What to produce:
Every line of the material below that contains the string "Труда" must appear in the answer.
■ ■ ■
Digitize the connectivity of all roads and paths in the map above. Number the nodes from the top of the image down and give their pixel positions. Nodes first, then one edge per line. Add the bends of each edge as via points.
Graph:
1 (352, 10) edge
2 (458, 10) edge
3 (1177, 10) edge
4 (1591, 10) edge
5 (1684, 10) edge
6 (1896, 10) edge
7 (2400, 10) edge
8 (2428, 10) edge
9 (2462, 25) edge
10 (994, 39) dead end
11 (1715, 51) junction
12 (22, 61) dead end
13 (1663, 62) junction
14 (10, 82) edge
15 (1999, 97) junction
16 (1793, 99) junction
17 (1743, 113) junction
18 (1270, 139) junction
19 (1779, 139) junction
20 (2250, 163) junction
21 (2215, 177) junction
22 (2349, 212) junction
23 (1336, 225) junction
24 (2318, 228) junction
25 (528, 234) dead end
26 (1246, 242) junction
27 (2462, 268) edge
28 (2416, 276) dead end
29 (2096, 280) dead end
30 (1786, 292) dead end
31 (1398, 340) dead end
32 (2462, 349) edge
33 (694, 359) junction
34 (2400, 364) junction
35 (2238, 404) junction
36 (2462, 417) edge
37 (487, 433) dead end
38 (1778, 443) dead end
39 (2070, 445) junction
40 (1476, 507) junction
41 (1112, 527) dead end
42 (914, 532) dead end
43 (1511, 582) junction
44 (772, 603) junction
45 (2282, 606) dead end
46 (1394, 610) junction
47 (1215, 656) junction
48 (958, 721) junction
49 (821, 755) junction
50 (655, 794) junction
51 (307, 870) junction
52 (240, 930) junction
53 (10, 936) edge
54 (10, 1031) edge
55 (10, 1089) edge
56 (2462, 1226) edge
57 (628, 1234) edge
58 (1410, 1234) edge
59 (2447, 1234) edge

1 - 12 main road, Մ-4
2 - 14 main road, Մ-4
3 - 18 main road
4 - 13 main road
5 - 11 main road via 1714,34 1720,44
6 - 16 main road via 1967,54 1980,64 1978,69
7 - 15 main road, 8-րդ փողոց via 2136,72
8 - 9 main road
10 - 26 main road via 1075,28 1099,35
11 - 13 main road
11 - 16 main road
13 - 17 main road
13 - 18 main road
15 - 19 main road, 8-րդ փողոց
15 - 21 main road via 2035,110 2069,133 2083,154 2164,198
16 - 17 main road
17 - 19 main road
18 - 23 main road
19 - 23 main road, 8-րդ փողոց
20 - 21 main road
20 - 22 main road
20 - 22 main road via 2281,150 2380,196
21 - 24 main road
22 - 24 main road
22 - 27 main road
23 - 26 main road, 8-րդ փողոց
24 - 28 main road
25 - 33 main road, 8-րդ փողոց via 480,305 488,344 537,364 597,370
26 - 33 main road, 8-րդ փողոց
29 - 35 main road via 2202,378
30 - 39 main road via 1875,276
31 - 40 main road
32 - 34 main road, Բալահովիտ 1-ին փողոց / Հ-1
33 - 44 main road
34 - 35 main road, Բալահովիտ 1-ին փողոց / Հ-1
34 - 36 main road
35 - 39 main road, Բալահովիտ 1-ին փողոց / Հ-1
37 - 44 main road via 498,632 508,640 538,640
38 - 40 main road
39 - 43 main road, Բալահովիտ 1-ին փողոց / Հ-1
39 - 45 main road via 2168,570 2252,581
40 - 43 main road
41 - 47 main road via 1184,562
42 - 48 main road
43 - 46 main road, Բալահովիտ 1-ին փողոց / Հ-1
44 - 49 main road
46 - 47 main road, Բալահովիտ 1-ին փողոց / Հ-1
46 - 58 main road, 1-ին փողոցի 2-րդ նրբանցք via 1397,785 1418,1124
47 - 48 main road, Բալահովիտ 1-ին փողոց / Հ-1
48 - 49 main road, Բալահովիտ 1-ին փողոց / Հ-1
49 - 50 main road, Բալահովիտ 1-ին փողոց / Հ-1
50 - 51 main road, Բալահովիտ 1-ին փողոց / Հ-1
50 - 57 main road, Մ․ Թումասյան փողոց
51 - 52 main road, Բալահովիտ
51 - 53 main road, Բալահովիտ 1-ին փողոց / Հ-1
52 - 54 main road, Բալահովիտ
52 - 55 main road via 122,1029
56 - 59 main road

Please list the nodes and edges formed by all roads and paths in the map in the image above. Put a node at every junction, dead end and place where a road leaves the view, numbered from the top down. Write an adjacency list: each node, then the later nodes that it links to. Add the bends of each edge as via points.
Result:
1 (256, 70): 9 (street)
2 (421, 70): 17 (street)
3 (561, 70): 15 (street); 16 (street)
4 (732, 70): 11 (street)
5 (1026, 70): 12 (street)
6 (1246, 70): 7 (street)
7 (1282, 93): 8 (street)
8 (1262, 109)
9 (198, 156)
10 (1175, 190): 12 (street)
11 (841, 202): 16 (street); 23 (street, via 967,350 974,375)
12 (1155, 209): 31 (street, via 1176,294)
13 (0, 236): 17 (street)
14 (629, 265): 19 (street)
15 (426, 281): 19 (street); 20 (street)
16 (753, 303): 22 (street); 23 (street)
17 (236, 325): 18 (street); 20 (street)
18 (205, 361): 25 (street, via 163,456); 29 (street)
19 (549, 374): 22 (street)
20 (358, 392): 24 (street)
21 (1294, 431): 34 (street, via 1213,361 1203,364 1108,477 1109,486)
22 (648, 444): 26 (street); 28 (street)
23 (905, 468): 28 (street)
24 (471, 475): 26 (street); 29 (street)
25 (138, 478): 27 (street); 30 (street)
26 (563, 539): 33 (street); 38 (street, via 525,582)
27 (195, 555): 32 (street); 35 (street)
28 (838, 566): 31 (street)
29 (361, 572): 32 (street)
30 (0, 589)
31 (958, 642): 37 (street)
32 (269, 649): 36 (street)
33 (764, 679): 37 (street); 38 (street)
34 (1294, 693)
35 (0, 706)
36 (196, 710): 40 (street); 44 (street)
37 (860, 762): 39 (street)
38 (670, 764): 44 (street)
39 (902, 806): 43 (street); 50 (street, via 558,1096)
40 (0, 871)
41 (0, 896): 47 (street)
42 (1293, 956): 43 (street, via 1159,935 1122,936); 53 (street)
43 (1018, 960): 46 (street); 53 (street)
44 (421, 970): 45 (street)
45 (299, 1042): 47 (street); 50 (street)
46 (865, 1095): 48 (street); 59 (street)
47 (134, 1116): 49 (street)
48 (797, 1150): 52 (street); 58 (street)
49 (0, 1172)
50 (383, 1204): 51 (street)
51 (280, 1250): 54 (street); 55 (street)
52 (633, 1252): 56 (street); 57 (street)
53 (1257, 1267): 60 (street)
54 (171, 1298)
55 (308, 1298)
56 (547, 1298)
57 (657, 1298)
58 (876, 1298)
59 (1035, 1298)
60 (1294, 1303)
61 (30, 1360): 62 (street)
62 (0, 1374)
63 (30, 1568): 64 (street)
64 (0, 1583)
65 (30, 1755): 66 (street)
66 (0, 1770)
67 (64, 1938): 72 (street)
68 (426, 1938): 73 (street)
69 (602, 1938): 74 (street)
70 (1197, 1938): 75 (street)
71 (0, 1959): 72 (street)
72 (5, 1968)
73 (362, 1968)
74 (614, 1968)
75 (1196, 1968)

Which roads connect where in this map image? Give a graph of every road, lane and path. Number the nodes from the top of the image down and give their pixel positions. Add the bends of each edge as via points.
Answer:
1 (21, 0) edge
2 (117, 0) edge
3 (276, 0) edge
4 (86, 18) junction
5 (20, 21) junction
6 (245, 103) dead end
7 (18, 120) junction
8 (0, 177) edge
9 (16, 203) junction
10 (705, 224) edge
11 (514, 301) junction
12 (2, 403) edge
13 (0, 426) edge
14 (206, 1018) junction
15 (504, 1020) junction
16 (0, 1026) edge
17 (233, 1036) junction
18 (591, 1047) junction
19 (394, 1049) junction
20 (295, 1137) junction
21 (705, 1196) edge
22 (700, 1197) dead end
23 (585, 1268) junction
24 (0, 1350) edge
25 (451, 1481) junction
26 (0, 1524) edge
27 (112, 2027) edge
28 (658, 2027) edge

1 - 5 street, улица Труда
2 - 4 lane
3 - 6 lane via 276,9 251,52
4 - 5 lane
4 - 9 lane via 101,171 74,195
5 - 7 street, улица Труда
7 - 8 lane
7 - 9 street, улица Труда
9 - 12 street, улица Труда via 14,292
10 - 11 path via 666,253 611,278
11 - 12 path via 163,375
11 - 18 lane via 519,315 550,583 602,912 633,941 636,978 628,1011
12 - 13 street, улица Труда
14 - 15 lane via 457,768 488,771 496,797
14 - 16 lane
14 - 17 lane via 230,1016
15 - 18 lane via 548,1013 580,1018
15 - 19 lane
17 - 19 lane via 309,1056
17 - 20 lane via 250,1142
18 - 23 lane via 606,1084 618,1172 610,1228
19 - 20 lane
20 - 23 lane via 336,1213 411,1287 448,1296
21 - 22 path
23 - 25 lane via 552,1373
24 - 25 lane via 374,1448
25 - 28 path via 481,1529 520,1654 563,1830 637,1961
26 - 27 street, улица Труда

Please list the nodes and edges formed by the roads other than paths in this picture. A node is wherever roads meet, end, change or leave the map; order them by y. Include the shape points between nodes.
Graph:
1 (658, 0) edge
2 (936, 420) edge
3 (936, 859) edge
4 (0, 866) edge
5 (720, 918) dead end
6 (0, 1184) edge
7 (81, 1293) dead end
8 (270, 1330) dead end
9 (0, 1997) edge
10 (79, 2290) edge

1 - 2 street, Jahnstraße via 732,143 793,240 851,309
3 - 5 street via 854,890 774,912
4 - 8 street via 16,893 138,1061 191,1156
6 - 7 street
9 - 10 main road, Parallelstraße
■ ■ ■
Response below:
1 - 5 street, улица Труда
5 - 7 street, улица Труда
7 - 9 street, улица Труда
9 - 12 street, улица Труда via 14,292
12 - 13 street, улица Труда
26 - 27 street, улица Труда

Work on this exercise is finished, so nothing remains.